HER NAME WAS SAUCY MISS MERRY FAIR

HER NAME WAS SAUCY MISS MERRY FAIR

(Another poem from the book RABBIT IN A BOX)

Her name was Saucy Miss Merry Fair

And she rose up proudly from the sea and said she lived there.

She told me she was from down Kensington Way

And thought this a new place she might could stay

I told her she needed to brush the seaweed from her hair,

Though it was very well placed, from what I could see;

But—else others, not me of course, might rudely stare

And would not believe she actually belonged there

Among we who common folk were said to be.

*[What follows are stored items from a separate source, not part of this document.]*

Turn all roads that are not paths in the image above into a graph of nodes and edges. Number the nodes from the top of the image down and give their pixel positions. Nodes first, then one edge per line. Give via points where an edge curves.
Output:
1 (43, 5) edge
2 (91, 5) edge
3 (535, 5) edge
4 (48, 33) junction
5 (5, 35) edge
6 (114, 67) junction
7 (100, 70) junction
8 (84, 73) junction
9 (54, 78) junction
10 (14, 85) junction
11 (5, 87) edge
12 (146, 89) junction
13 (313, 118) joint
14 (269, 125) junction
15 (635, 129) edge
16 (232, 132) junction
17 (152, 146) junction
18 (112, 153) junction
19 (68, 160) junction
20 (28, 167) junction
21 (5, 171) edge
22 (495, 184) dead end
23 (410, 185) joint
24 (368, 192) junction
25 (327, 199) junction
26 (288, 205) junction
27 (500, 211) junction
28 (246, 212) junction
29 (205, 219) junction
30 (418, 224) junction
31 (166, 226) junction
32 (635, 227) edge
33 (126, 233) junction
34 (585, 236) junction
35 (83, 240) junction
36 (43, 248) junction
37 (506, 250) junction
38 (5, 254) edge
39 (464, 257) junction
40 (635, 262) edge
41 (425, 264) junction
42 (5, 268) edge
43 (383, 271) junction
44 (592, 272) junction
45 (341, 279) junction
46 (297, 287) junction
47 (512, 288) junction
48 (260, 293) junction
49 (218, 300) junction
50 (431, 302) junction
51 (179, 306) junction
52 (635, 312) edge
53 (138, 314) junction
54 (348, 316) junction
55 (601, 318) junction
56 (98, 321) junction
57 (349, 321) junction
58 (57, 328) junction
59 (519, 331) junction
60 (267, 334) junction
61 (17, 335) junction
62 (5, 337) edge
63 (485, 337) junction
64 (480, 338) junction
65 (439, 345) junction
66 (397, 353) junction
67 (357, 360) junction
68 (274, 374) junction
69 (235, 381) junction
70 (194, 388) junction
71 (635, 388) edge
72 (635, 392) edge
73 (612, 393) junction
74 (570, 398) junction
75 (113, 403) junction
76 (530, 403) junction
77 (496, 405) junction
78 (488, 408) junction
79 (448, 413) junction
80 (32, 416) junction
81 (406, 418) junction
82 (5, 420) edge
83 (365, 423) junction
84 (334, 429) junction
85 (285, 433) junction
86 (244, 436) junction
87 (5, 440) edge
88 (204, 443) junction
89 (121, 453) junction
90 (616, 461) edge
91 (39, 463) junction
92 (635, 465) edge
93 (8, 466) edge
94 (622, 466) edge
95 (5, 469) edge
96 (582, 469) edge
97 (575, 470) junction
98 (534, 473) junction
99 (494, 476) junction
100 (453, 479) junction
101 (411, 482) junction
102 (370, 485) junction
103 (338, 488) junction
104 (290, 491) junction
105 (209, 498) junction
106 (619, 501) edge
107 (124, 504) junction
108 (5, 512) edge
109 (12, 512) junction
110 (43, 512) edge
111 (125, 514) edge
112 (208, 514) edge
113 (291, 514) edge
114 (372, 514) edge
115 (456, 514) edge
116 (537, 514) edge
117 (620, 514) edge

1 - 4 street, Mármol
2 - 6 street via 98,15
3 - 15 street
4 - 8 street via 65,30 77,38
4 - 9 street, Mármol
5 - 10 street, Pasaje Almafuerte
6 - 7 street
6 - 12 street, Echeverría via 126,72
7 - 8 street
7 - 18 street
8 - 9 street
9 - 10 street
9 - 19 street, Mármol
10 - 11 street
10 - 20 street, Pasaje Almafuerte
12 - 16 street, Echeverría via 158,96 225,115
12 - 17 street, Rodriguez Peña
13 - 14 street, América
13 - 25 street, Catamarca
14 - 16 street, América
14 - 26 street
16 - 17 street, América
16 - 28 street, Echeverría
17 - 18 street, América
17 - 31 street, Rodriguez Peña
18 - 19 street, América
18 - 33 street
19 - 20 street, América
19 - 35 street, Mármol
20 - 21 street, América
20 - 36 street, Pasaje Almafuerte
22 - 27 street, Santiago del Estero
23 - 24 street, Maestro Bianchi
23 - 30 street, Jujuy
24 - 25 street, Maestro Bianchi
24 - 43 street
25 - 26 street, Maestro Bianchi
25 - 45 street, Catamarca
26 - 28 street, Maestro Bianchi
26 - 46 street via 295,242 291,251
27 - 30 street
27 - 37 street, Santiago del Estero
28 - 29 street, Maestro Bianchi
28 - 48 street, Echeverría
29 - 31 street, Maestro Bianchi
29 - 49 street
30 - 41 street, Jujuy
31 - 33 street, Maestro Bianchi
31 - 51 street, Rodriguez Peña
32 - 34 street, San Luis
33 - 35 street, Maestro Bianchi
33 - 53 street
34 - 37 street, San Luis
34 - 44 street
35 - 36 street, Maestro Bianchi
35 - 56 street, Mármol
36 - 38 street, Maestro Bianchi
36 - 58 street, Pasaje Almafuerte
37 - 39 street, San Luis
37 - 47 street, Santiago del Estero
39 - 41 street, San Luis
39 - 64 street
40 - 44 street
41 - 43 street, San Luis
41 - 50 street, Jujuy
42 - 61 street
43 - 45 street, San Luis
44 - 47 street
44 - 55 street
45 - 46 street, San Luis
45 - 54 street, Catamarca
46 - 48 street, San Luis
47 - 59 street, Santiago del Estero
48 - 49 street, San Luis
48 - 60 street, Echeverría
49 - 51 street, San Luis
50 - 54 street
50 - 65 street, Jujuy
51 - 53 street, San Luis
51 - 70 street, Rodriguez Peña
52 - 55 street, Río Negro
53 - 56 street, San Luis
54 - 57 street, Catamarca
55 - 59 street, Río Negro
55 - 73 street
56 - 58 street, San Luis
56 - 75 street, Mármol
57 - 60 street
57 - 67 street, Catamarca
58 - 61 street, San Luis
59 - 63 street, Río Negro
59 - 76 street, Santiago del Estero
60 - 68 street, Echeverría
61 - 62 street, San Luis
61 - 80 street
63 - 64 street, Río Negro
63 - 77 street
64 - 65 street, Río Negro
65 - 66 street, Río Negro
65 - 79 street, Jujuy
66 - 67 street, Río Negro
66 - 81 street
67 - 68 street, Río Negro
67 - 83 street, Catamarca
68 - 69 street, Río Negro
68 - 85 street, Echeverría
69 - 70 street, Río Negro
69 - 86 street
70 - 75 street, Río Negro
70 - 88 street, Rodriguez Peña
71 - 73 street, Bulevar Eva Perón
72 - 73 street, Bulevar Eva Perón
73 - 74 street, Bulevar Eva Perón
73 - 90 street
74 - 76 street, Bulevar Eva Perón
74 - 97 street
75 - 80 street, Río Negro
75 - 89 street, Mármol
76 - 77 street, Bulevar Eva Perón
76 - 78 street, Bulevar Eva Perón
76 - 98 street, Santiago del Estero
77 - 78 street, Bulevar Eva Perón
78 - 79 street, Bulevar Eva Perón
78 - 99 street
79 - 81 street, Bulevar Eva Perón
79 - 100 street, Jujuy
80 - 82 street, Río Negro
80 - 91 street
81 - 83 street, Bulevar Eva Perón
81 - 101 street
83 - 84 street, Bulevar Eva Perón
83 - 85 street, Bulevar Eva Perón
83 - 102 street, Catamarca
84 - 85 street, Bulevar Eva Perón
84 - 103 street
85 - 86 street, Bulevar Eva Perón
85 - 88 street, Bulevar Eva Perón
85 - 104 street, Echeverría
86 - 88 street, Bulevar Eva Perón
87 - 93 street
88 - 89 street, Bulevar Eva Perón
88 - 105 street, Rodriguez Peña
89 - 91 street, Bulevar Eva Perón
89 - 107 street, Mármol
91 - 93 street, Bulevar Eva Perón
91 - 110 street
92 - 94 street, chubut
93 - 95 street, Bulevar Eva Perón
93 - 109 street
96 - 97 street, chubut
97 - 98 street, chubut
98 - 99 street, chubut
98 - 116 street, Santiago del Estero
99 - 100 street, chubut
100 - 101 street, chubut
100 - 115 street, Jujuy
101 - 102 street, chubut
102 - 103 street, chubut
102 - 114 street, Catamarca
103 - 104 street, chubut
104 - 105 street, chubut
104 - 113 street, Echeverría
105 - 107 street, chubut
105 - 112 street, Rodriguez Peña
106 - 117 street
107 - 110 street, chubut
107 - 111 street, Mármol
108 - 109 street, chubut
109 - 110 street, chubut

And she advised she could drop the weed back in the sea,

Where it would change to children born so long by she.

“A good place to plant my feet, though webbed they are you can plainly see.”

“Time to move on,” she suddenly said, “how about a warm cup of tea?”

I advised of a place down the lane where neighbors went

At odd times of day to sit, sip and eat a bit, and sometimes vent

Their feelings of government and prices of this and that and gaze out on the

sea.

That suited her, she said, and took my hand and led

And we sat and drank a cup of tea, and with a cookie each was fed

While neighbors gawked at this beauty who had come up to meet me from

the sea

And who chose to sit and dine and laugh alone with me.

Six years ago the lass and I were wed

And then her children came up from the sea

To live with us and share our bread

For in love, by love, and with love they and she

Came forth from the dark ocean waters to live and stay

And she and they were from the chilly waters set firmly, finally free.